Ian’s silence was worse than shouting. “I’ll notify Mike,” he said finally.
Prescott’s voice dropped. “He already lost his wife.”
“I know.” Ian hung up.
CHASE SCIF – SUBLEVEL
The door opened fast with no knock. Mike turned in his chair, already knowing something was wrong.
Ian crossed the room in two steps and stopped short. “It’s Shannon.”
Mike stood.
“Training flight. Went down about thirty minutes ago. Shannon may have gotten a MAYDAY out. It was clipped.”
Ford Cox looked up. “Location?”
“Grady Ridge. No signal. SAR’s deployed.”
Mike didn’t sit down. “I need the jet. I’ll grab my go-bag.
Ian slowed him down and stepped in close. “I got the message when Meagan’s car was hit.”
Mike’s jaw flexed. “You were the only one who showed up that night.”
“That was because you didn’t let anyone in. I’m not letting you do this alone,” Ian said.
Mike nodded, and they left together.
GRADY RIDGE – 0746 HOURS
The trees opened like a wound with black smoke curling up from the brush line. Carter spotted it first. “There at three o’clock. Smoke. I’ll radio for fire suppression.”
Rhodes pushed forward through underbrush, eyes sweeping for fire, fuel, anything unstable. “We’ve got wreckage.”
The bird was half-buried into the side of a slope, left side crumpled, tail gone.
“Mara!” Rhodes yelled, scrambling up the ridge.

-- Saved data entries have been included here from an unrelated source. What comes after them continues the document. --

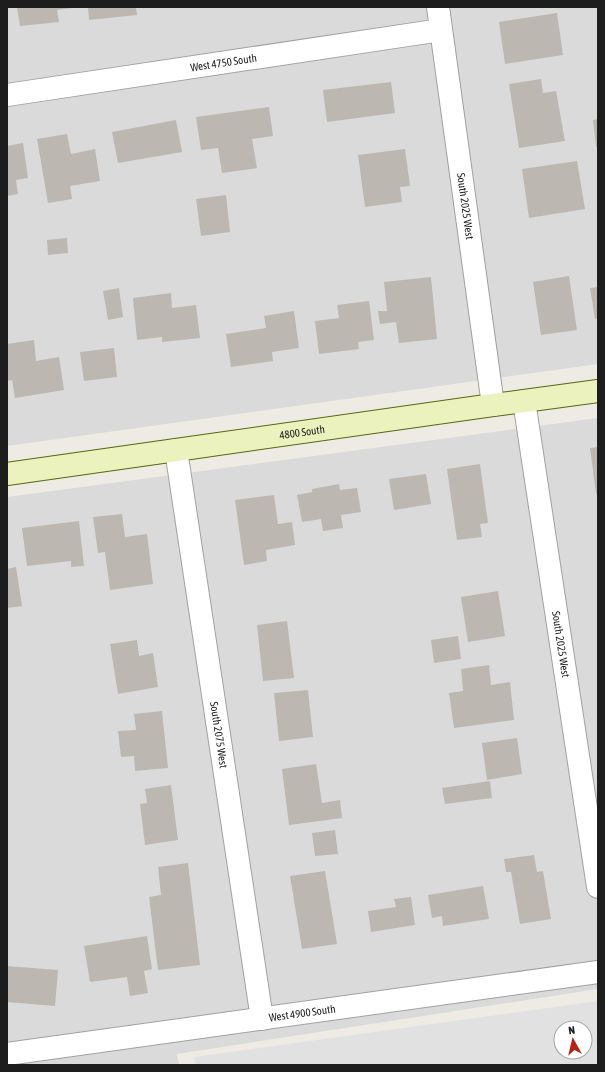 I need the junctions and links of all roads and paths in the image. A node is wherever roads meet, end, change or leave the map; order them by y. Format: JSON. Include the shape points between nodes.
{"nodes":[{"id":1,"x":438,"y":7,"type":"edge"},
{"id":2,"x":441,"y":30,"type":"junction"},
{"id":3,"x":7,"y":95,"type":"edge"},
{"id":4,"x":598,"y":391,"type":"edge"},
{"id":5,"x":524,"y":402,"type":"junction"},
{"id":6,"x":493,"y":405,"type":"junction"},
{"id":7,"x":176,"y":450,"type":"junction"},
{"id":8,"x":7,"y":474,"type":"edge"},
{"id":9,"x":598,"y":887,"type":"edge"},
{"id":10,"x":598,"y":972,"type":"edge"},
{"id":11,"x":262,"y":1019,"type":"junction"},
{"id":12,"x":7,"y":1054,"type":"edge"}],
"edges":[{"from":1,"to":2,"type":"street","name":"South 2025 West"},
{"from":2,"to":3,"type":"street","name":"West 4750 South"},
{"from":2,"to":6,"type":"street","name":"South 2025 West"},
{"from":4,"to":5,"type":"main road","name":"4800 South"},
{"from":5,"to":6,"type":"main road","name":"4800 South"},
{"from":5,"to":9,"type":"street","name":"South 2025 West"},
{"from":6,"to":7,"type":"main road","name":"4800 South"},
{"from":7,"to":8,"type":"main road","name":"4800 South"},
{"from":7,"to":11,"type":"street","name":"South 2075 West"},
{"from":10,"to":11,"type":"street","name":"West 4900 South"},
{"from":11,"to":12,"type":"street","name":"West 4900 South"}]} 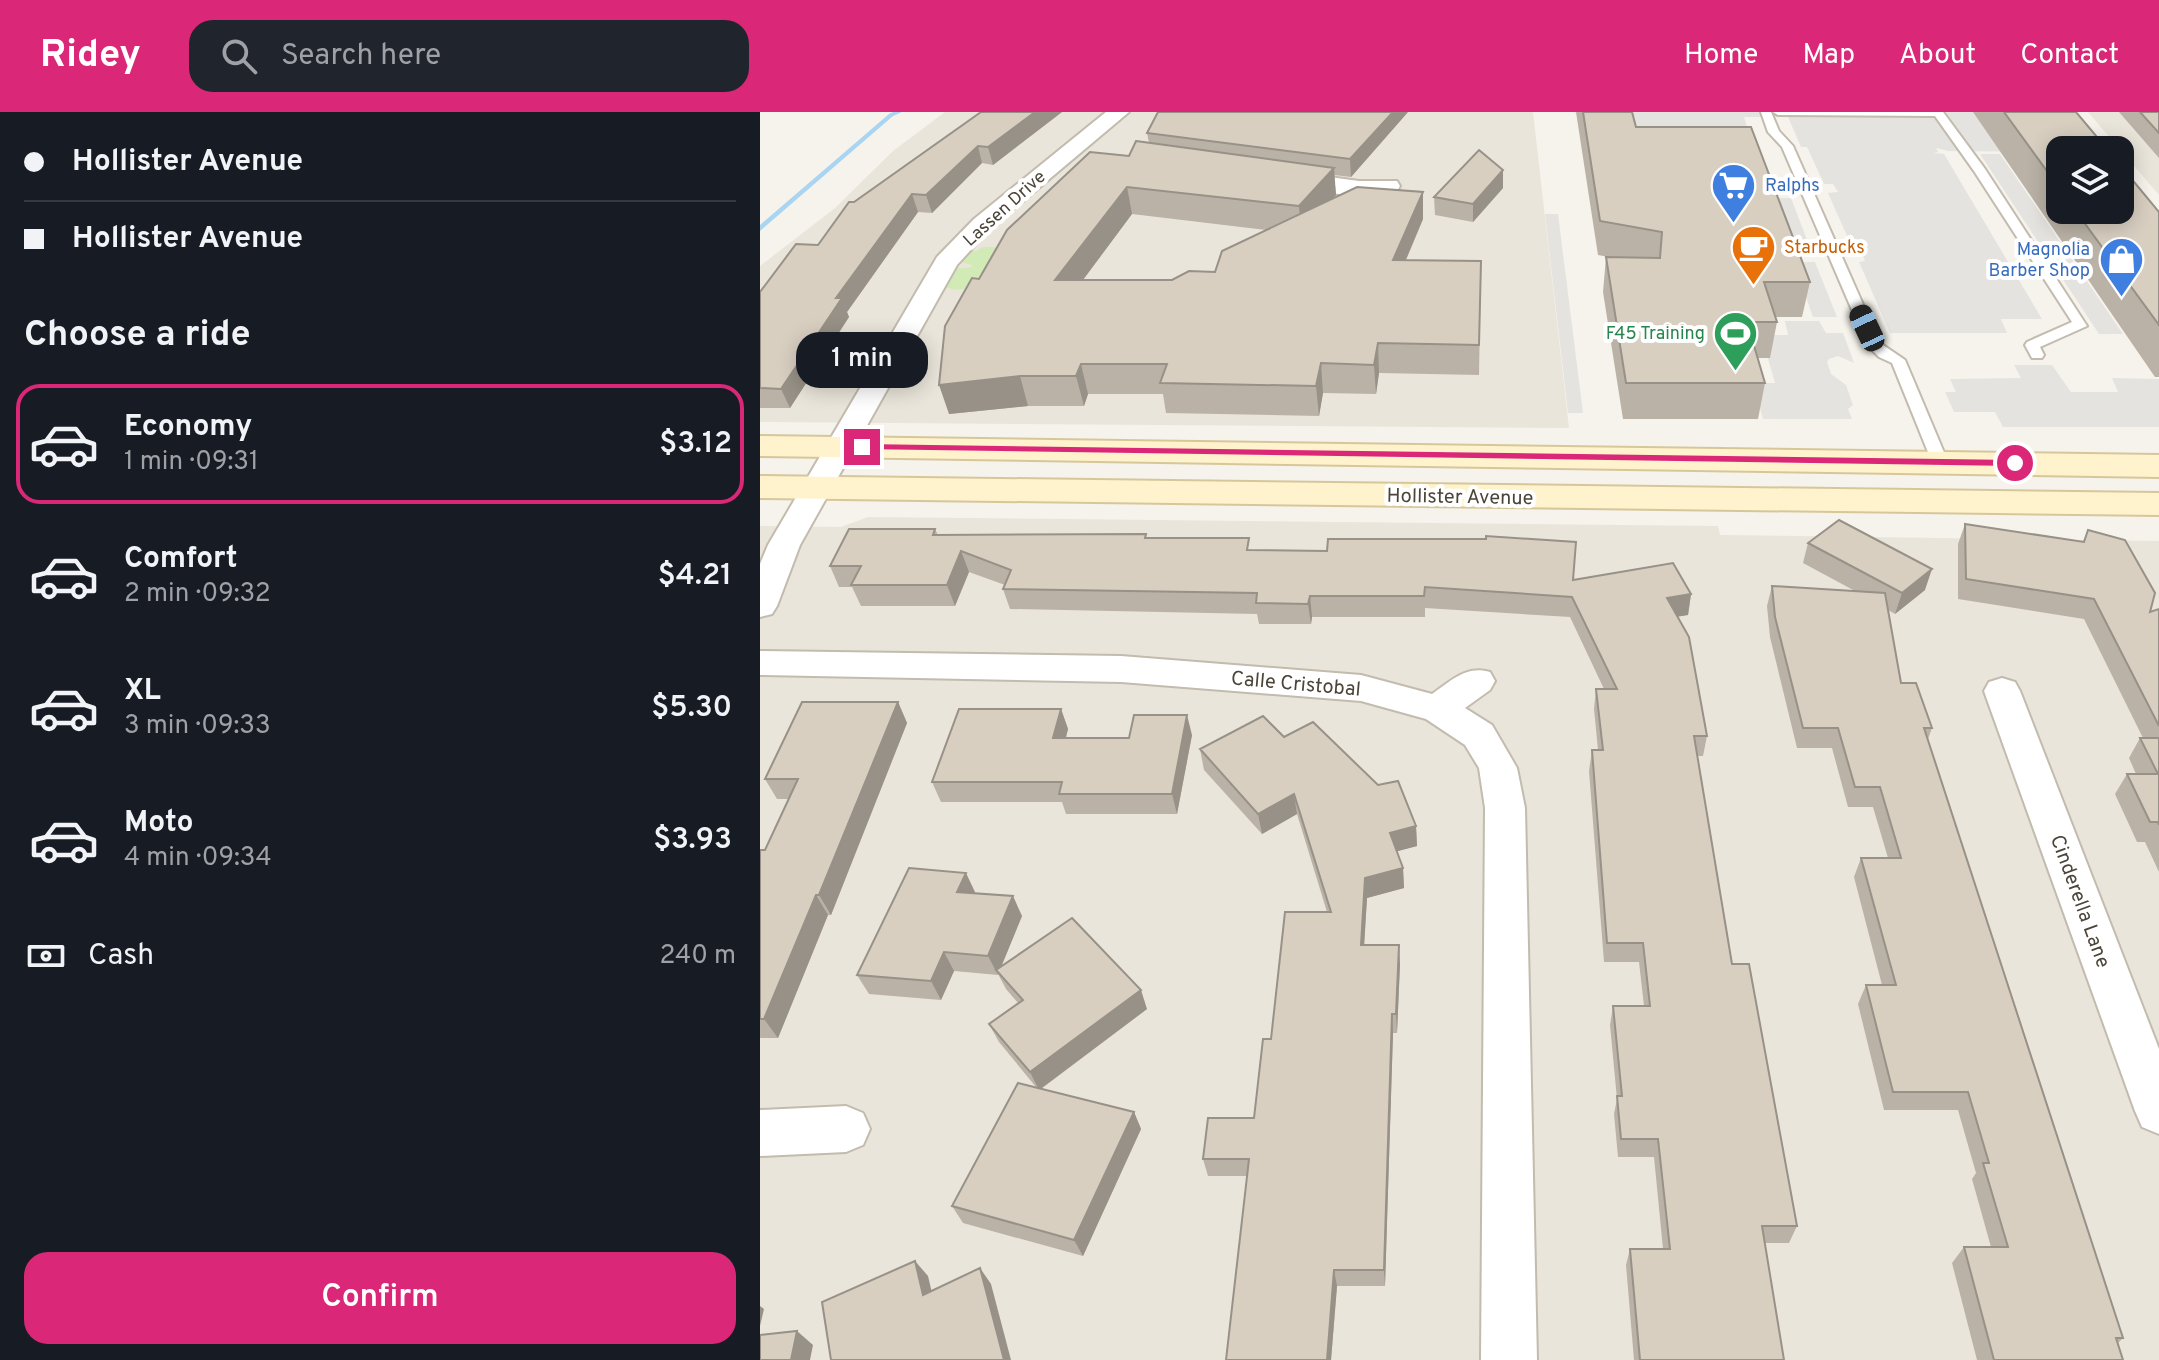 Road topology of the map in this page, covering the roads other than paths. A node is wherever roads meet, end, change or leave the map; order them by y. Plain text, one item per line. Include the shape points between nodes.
1 (1119, 112) edge
2 (1766, 112) edge
3 (1778, 112) edge
4 (1071, 149) junction
5 (1111, 154) edge
6 (1266, 175) edge
7 (1389, 186) edge
8 (2037, 355) dead end
9 (760, 446) edge
10 (838, 447) junction
11 (1940, 462) junction
12 (2159, 466) edge
13 (760, 487) edge
14 (815, 488) junction
15 (2159, 504) edge
16 (760, 606) edge
17 (760, 663) edge
18 (1477, 681) dead end
19 (2002, 691) dead end
20 (1438, 709) junction
21 (2159, 1111) edge
22 (846, 1129) dead end
23 (760, 1133) edge
24 (1509, 1360) edge

1 - 4 street, Lassen Drive
2 - 11 lane via 1787,146 1874,345 1898,360
3 - 8 lane via 1938,113 2079,322 2074,330 2032,345
4 - 5 street
4 - 10 street, Lassen Drive via 982,224 946,262
6 - 7 street via 1359,188
9 - 10 main road, Hollister Avenue
10 - 11 main road, Hollister Avenue
10 - 14 street, Lassen Drive
11 - 12 main road, Hollister Avenue
13 - 14 main road, Hollister Avenue
14 - 15 main road, Hollister Avenue
14 - 16 street, Lassen Drive via 784,545
17 - 20 street, Calle Cristobal via 1121,669 1361,688
18 - 20 street
19 - 21 street, Cinderella Lane
20 - 24 street, Calle Cristobal via 1479,735 1498,768 1505,808
22 - 23 street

She reached the cockpit first. It was too late. Mara Esten was still strapped in. Her neck was limp in an odd angle, her eyes half shut. Gone.
Rhodes exhaled hard, jaw clenched.
Carter was already checking the other side. “Over here!”

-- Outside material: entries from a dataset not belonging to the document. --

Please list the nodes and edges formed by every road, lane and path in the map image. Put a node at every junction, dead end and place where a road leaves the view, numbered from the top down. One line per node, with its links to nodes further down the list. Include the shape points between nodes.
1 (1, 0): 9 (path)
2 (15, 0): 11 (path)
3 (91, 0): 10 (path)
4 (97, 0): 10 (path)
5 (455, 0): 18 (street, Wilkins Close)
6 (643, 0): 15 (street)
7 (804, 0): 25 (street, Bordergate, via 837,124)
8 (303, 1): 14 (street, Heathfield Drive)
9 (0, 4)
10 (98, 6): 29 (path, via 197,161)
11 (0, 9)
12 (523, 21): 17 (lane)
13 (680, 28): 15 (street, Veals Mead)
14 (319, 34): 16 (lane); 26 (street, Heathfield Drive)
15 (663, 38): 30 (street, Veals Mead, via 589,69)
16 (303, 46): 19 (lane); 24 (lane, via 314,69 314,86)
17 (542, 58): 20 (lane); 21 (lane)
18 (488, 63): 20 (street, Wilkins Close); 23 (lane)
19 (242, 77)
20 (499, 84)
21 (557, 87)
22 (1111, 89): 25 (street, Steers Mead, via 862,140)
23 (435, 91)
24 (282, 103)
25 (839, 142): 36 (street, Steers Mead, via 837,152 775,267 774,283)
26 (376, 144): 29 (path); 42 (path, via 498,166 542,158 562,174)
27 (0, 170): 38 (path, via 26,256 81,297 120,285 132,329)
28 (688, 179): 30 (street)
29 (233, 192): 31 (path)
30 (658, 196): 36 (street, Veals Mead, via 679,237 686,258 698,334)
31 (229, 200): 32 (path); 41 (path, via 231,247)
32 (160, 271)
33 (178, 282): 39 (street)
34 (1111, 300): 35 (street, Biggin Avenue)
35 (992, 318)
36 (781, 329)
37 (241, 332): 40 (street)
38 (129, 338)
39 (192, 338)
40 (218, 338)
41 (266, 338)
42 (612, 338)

Shannon. She was half out of the wreck, face-down in the mud, bleeding from her side. She was barely breathing.
Carter hit comms. “Command, this is SAR Team 1. We found them. One KIA. One critical. Request medevac immediately.” She gave the position.
Rhodes moved around the wreckage and dropped to her knees. “Shannon—Jesus, hold on.”
Krueger stood ten feet back in the trees. Watching. Silent.